They are usually gearing/RPM or power limited and the standard top speed is not due to a limiter or appropriately sized injectors. However, after a long time on the throttle the ECU orders a richening which can easily push the stock injectors too hard and the car will complain by cutting injection events which you can feel and reduces performance. The solution is bigger injectors and appropriate remapping of the programmed enrichening.


----------



## David.Yu (Jun 28, 2001)

thistle said:


> They are usually gearing/RPM or power limited and the standard top speed is not due to a limiter or appropriately sized injectors. However, after a long time on the throttle the ECU orders a richening which can easily push the stock injectors too hard and the car will complain by cutting injection events which you can feel and reduces performance. The solution is bigger injectors and appropriate remapping of the programmed enrichening.


Yup, as noticed by me a couple of VMaxes ago, hence fitting the ID1000 injectors.

Would be interesting to see if anyone else notices this this weekend.
The car "stutters" above 180mph.
Wisest option is not to push it if you notice these stutters.


----------



## w8pmc (Sep 16, 2010)

David.Yu said:


> Yup, as noticed by me a couple of VMaxes ago, hence fitting the ID1000 injectors.
> 
> Would be interesting to see if anyone else notices this this weekend.
> The car "stutters" above 180mph.
> Wisest option is not to push it if you notice these stutters.


The very reason i too had these injectors fitted last week (better safe than sorry)

Really looking fwd to it & fingers crossed i can crack 190


----------



## w8pmc (Sep 16, 2010)

David.Yu said:


> 612hp.


Be interesting then as i'm probably a tad higher than that. Was at 595 with zorst & GTC custom tune, but have added 76mm 76mm GTC intakes, ID 1000cc injectors & SVM's bumper intakes as well as a revised GTC Custom Tune since my last rolling road.

Getting a tad excited as love playing out at Brunters.


----------



## thistle (Oct 27, 2007)

David.Yu said:


> Yup, as noticed by me a couple of VMaxes ago, hence fitting the ID1000 injectors.
> 
> Would be interesting to see if anyone else notices this this weekend.
> The car "stutters" above 180mph.
> Wisest option is not to push it if you notice these stutters.


Indeed, some tuners when this was mentioned didn't believe it even happened. I think some had a lot of power so weren't on the power a long enough time even to silly speeds to trigger it, but your and GTRHU's reports were very useful in fixing it. Thanks.


----------



## David.Yu (Jun 28, 2001)

thistle said:


> Indeed, some tuners when this was mentioned didn't believe it even happened. I think some had a lot of power so weren't on the power a long enough time even to silly speeds to trigger it, but your and GTRHU's reports were very useful in fixing it. Thanks.
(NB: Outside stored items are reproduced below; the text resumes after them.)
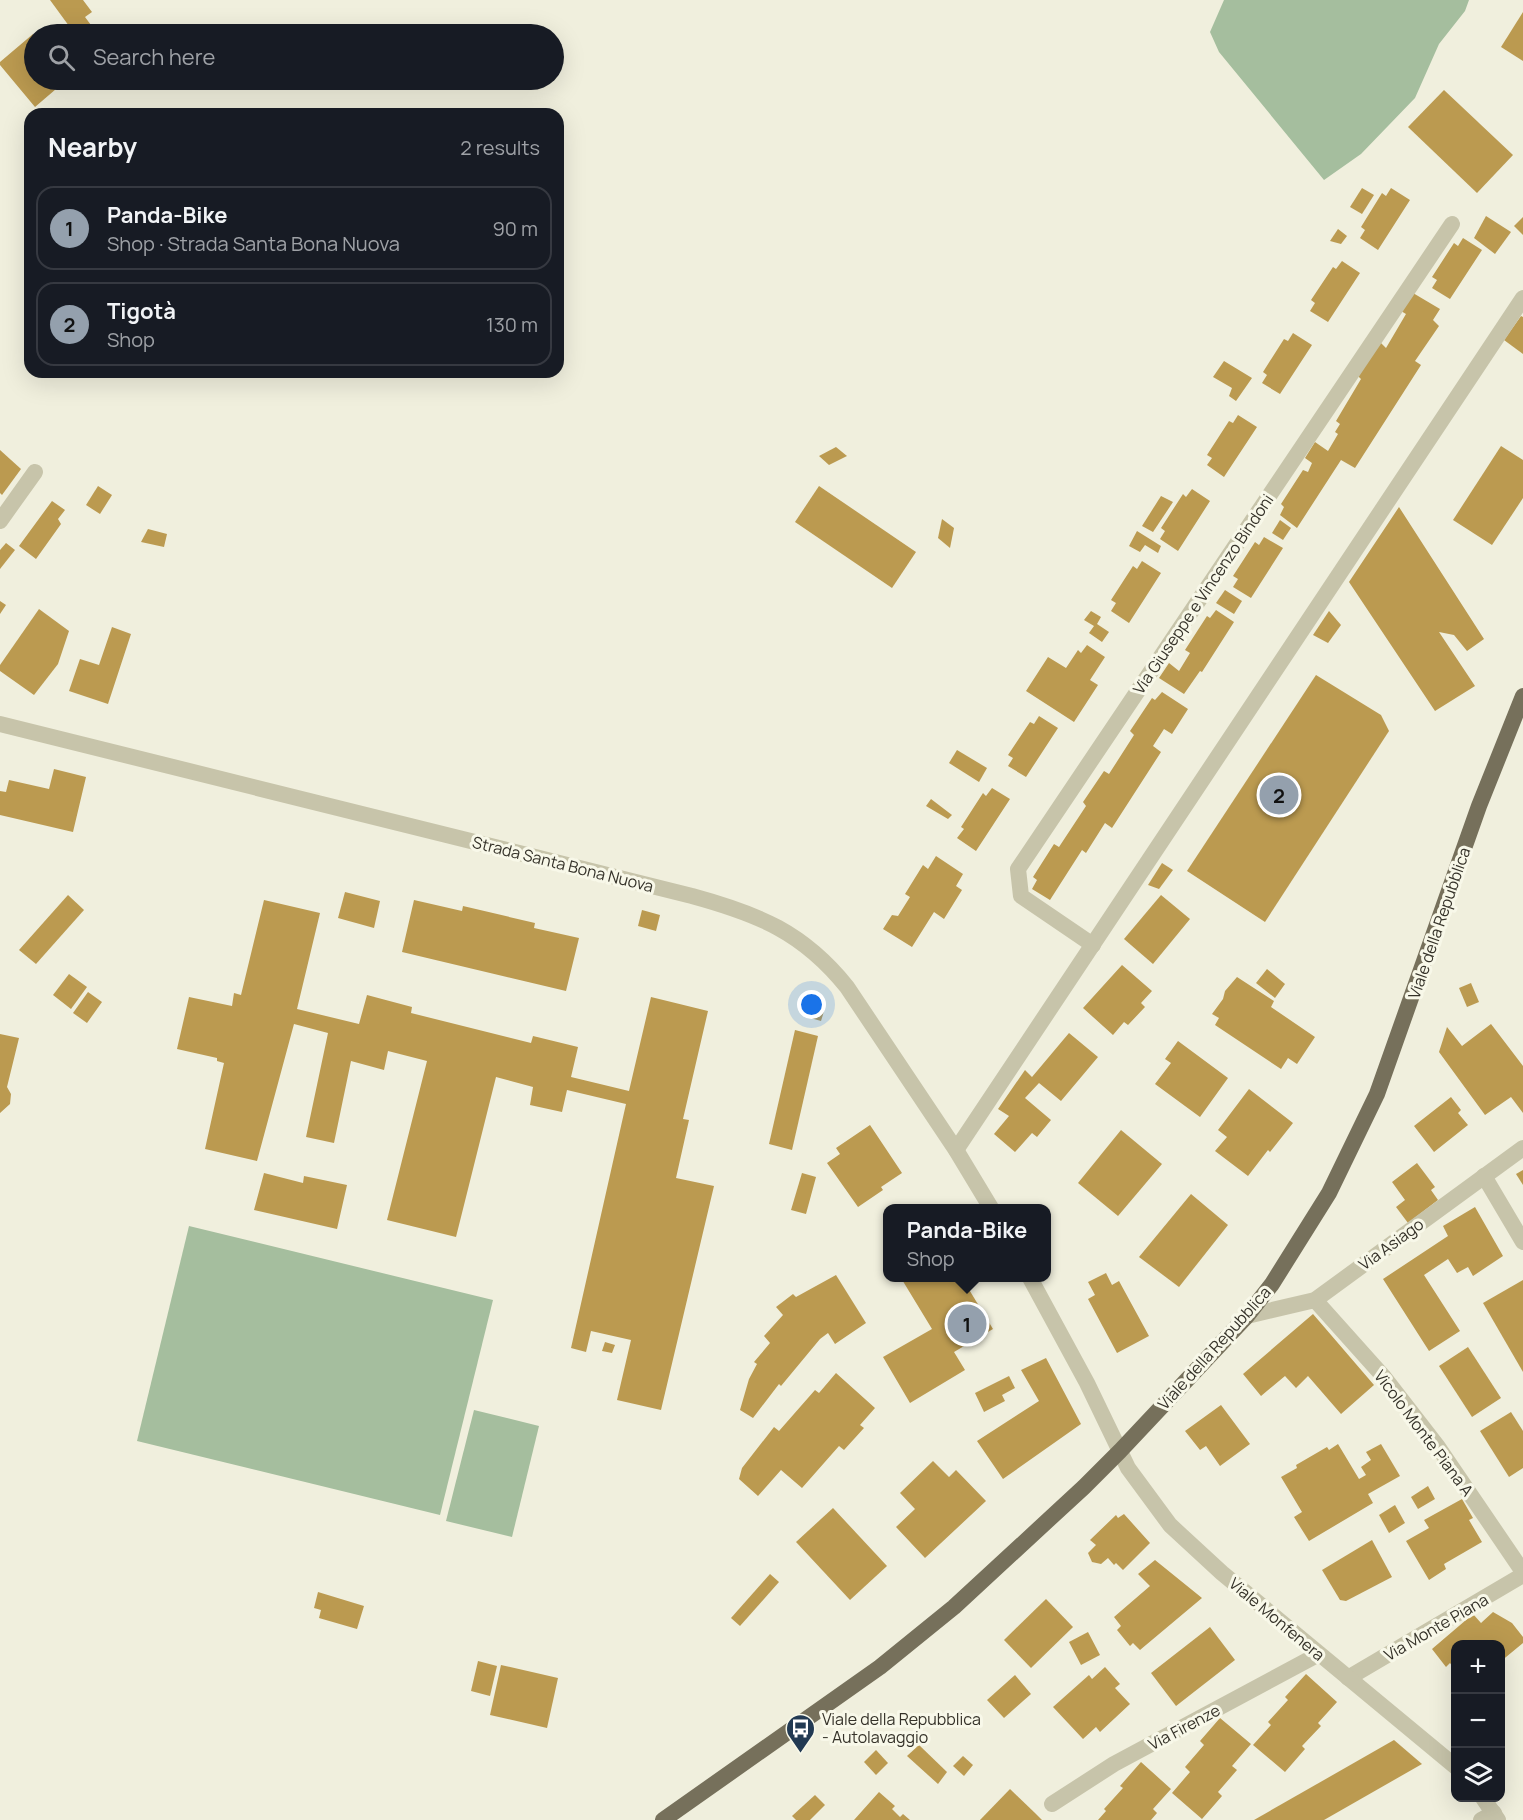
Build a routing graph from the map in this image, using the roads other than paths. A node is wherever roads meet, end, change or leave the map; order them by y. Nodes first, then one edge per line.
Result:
1 (1452, 224) dead end
2 (1523, 298) edge
3 (34, 472) dead end
4 (0, 521) edge
5 (1523, 696) edge
6 (0, 724) edge
7 (1093, 945) junction
8 (1523, 1148) edge
9 (956, 1150) junction
10 (1484, 1176) junction
11 (988, 1204) edge
12 (1523, 1242) edge
13 (1032, 1282) edge
14 (1315, 1300) junction
15 (1247, 1316) junction
16 (1120, 1450) junction
17 (1523, 1574) edge
18 (1319, 1654) junction
19 (1348, 1678) junction
20 (1451, 1764) edge
21 (1485, 1802) edge
22 (1052, 1804) dead end
23 (1491, 1818) edge
24 (663, 1820) edge

1 - 7 street, Via Giuseppe e Vincenzo Bindoni
2 - 7 street
3 - 4 street
5 - 15 main road, Viale della Repubblica
6 - 9 street, Strada Santa Bona Nuova
7 - 9 street
8 - 10 street, Via Asiago
9 - 11 street, Strada Santa Bona Nuova
10 - 12 street
10 - 14 street, Via Asiago
13 - 16 street
14 - 15 street, Via Asiago
14 - 17 street, Vicolo Monte Piana A
15 - 16 main road, Viale della Repubblica
16 - 18 street, Viale Monfenera
16 - 24 main road, Viale della Repubblica
17 - 19 street, Via Monte Piana
18 - 19 street, Viale Monfenera
18 - 22 street, Via Firenze
19 - 20 street, Viale Monfenera
21 - 23 street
No John, thank you for the excellent work with Cobb over the last couple of years! :thumbsup:

Paul, your air intakes should make a difference at those speeds. Comparing dyno numbers of course is meaningless unless they were on the same dyno at the same time.
Have fun!


----------



## David.Yu (Jun 28, 2001)

EddieC said:


> Was on track at Silverstone last night with some friends with Noble's. A couple of the new M600's were there tearing up the track with the guys from the factory, looks like the press car will be making a guest appearance at vmax.


Hey you can't drop that in without saying how your 750R did against the M600s! So c'mon, spill the beans!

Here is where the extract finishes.